Your objective >> Pictures aside, copy every record word for word.

Stored data
=== Section Start ===

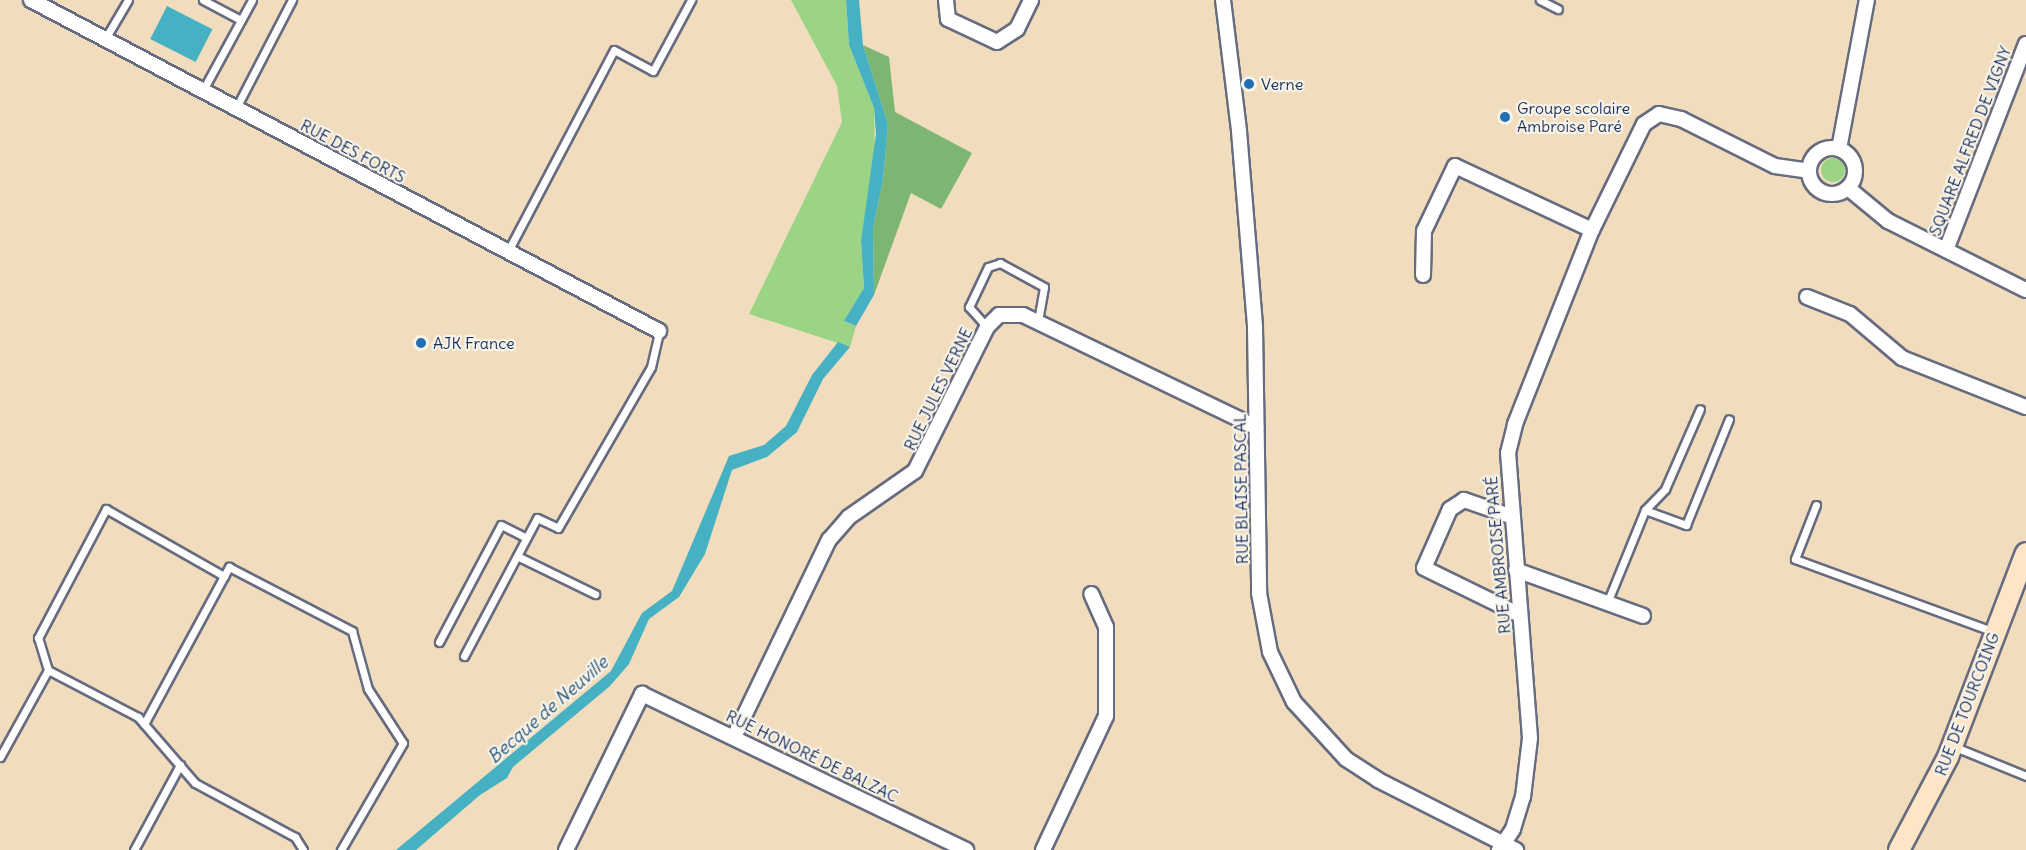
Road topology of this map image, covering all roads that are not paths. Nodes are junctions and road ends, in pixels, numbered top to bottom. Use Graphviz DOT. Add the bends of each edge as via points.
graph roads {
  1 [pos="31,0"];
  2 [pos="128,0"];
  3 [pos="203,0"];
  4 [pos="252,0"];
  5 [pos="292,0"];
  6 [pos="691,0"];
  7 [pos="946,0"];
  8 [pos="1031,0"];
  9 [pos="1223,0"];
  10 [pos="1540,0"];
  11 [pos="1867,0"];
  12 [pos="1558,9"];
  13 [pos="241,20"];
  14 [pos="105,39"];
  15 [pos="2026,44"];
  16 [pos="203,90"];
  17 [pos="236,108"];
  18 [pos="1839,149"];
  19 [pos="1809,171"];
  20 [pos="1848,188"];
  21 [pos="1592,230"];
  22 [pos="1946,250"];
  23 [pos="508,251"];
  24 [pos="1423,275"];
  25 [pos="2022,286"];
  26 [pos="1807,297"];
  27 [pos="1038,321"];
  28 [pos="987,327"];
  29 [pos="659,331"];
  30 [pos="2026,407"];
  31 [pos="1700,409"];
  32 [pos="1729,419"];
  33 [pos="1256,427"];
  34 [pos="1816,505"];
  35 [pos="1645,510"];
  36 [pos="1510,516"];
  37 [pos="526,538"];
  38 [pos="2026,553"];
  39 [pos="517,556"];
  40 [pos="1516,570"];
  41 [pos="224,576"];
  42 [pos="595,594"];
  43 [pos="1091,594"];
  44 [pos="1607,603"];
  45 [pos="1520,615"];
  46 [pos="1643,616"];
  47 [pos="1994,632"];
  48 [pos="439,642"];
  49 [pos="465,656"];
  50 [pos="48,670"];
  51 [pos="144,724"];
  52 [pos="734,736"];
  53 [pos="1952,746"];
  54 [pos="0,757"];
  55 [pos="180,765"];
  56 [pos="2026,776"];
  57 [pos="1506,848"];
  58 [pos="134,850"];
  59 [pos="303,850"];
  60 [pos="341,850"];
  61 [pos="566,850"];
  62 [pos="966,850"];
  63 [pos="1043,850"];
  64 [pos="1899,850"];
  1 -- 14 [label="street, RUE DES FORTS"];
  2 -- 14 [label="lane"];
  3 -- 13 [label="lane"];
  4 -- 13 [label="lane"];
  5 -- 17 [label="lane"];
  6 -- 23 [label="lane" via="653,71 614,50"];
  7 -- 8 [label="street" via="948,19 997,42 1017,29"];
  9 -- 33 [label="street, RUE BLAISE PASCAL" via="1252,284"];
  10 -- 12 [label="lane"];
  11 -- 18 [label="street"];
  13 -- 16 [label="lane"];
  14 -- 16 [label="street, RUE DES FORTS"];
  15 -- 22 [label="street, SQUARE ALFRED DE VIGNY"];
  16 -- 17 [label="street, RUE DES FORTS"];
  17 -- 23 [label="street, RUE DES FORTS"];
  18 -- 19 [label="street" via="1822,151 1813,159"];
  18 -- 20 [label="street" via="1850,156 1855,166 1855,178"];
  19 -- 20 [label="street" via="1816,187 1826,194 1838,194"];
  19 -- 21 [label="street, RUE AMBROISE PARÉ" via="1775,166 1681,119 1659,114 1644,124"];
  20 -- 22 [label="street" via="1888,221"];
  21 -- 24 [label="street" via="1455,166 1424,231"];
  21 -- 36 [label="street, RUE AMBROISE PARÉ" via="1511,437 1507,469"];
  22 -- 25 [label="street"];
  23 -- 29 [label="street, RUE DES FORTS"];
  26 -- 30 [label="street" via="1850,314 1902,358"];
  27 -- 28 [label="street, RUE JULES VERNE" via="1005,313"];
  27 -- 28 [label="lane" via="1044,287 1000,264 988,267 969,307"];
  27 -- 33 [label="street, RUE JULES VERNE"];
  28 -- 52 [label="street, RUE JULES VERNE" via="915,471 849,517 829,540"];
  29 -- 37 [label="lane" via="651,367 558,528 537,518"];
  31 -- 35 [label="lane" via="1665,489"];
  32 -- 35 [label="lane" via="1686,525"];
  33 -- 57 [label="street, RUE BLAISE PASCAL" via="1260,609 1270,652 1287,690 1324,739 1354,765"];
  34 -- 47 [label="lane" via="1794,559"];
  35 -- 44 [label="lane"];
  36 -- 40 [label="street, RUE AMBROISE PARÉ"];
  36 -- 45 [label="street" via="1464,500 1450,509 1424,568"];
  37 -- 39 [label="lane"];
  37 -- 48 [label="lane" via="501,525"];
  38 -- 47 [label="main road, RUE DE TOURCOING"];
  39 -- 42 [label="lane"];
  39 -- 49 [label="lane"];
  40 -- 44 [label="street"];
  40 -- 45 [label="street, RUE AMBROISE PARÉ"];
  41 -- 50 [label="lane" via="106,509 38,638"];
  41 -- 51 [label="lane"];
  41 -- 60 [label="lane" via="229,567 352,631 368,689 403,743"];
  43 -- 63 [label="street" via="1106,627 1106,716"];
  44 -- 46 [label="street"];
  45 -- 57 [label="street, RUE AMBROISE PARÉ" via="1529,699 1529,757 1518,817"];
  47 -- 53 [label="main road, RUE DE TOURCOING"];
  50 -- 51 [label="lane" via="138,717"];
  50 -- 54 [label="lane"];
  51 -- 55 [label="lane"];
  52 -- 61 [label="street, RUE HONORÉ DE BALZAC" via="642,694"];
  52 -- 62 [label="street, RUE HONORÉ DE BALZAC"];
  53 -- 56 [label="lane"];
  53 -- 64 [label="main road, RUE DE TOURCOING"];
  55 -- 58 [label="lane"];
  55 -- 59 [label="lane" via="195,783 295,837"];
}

=== Section End ===

Result below >>
Road topology of this map image, covering all roads that are not paths. Nodes are junctions and road ends, in pixels, numbered top to bottom. Use Graphviz DOT. Add the bends of each edge as via points.
graph roads {
  1 [pos="31,0"];
  2 [pos="128,0"];
  3 [pos="203,0"];
  4 [pos="252,0"];
  5 [pos="292,0"];
  6 [pos="691,0"];
  7 [pos="946,0"];
  8 [pos="1031,0"];
  9 [pos="1223,0"];
  10 [pos="1540,0"];
  11 [pos="1867,0"];
  12 [pos="1558,9"];
  13 [pos="241,20"];
  14 [pos="105,39"];
  15 [pos="2026,44"];
  16 [pos="203,90"];
  17 [pos="236,108"];
  18 [pos="1839,149"];
  19 [pos="1809,171"];
  20 [pos="1848,188"];
  21 [pos="1592,230"];
  22 [pos="1946,250"];
  23 [pos="508,251"];
  24 [pos="1423,275"];
  25 [pos="2022,286"];
  26 [pos="1807,297"];
  27 [pos="1038,321"];
  28 [pos="987,327"];
  29 [pos="659,331"];
  30 [pos="2026,407"];
  31 [pos="1700,409"];
  32 [pos="1729,419"];
  33 [pos="1256,427"];
  34 [pos="1816,505"];
  35 [pos="1645,510"];
  36 [pos="1510,516"];
  37 [pos="526,538"];
  38 [pos="2026,553"];
  39 [pos="517,556"];
  40 [pos="1516,570"];
  41 [pos="224,576"];
  42 [pos="595,594"];
  43 [pos="1091,594"];
  44 [pos="1607,603"];
  45 [pos="1520,615"];
  46 [pos="1643,616"];
  47 [pos="1994,632"];
  48 [pos="439,642"];
  49 [pos="465,656"];
  50 [pos="48,670"];
  51 [pos="144,724"];
  52 [pos="734,736"];
  53 [pos="1952,746"];
  54 [pos="0,757"];
  55 [pos="180,765"];
  56 [pos="2026,776"];
  57 [pos="1506,848"];
  58 [pos="134,850"];
  59 [pos="303,850"];
  60 [pos="341,850"];
  61 [pos="566,850"];
  62 [pos="966,850"];
  63 [pos="1043,850"];
  64 [pos="1899,850"];
  1 -- 14 [label="street, RUE DES FORTS"];
  2 -- 14 [label="lane"];
  3 -- 13 [label="lane"];
  4 -- 13 [label="lane"];
  5 -- 17 [label="lane"];
  6 -- 23 [label="lane" via="653,71 614,50"];
  7 -- 8 [label="street" via="948,19 997,42 1017,29"];
  9 -- 33 [label="street, RUE BLAISE PASCAL" via="1252,284"];
  10 -- 12 [label="lane"];
  11 -- 18 [label="street"];
  13 -- 16 [label="lane"];
  14 -- 16 [label="street, RUE DES FORTS"];
  15 -- 22 [label="street, SQUARE ALFRED DE VIGNY"];
  16 -- 17 [label="street, RUE DES FORTS"];
  17 -- 23 [label="street, RUE DES FORTS"];
  18 -- 19 [label="street" via="1822,151 1813,159"];
  18 -- 20 [label="street" via="1850,156 1855,166 1855,178"];
  19 -- 20 [label="street" via="1816,187 1826,194 1838,194"];
  19 -- 21 [label="street, RUE AMBROISE PARÉ" via="1775,166 1681,119 1659,114 1644,124"];
  20 -- 22 [label="street" via="1888,221"];
  21 -- 24 [label="street" via="1455,166 1424,231"];
  21 -- 36 [label="street, RUE AMBROISE PARÉ" via="1511,437 1507,469"];
  22 -- 25 [label="street"];
  23 -- 29 [label="street, RUE DES FORTS"];
  26 -- 30 [label="street" via="1850,314 1902,358"];
  27 -- 28 [label="street, RUE JULES VERNE" via="1005,313"];
  27 -- 28 [label="lane" via="1044,287 1000,264 988,267 969,307"];
  27 -- 33 [label="street, RUE JULES VERNE"];
  28 -- 52 [label="street, RUE JULES VERNE" via="915,471 849,517 829,540"];
  29 -- 37 [label="lane" via="651,367 558,528 537,518"];
  31 -- 35 [label="lane" via="1665,489"];
  32 -- 35 [label="lane" via="1686,525"];
  33 -- 57 [label="street, RUE BLAISE PASCAL" via="1260,609 1270,652 1287,690 1324,739 1354,765"];
  34 -- 47 [label="lane" via="1794,559"];
  35 -- 44 [label="lane"];
  36 -- 40 [label="street, RUE AMBROISE PARÉ"];
  36 -- 45 [label="street" via="1464,500 1450,509 1424,568"];
  37 -- 39 [label="lane"];
  37 -- 48 [label="lane" via="501,525"];
  38 -- 47 [label="main road, RUE DE TOURCOING"];
  39 -- 42 [label="lane"];
  39 -- 49 [label="lane"];
  40 -- 44 [label="street"];
  40 -- 45 [label="street, RUE AMBROISE PARÉ"];
  41 -- 50 [label="lane" via="106,509 38,638"];
  41 -- 51 [label="lane"];
  41 -- 60 [label="lane" via="229,567 352,631 368,689 403,743"];
  43 -- 63 [label="street" via="1106,627 1106,716"];
  44 -- 46 [label="street"];
  45 -- 57 [label="street, RUE AMBROISE PARÉ" via="1529,699 1529,757 1518,817"];
  47 -- 53 [label="main road, RUE DE TOURCOING"];
  50 -- 51 [label="lane" via="138,717"];
  50 -- 54 [label="lane"];
  51 -- 55 [label="lane"];
  52 -- 61 [label="street, RUE HONORÉ DE BALZAC" via="642,694"];
  52 -- 62 [label="street, RUE HONORÉ DE BALZAC"];
  53 -- 56 [label="lane"];
  53 -- 64 [label="main road, RUE DE TOURCOING"];
  55 -- 58 [label="lane"];
  55 -- 59 [label="lane" via="195,783 295,837"];
}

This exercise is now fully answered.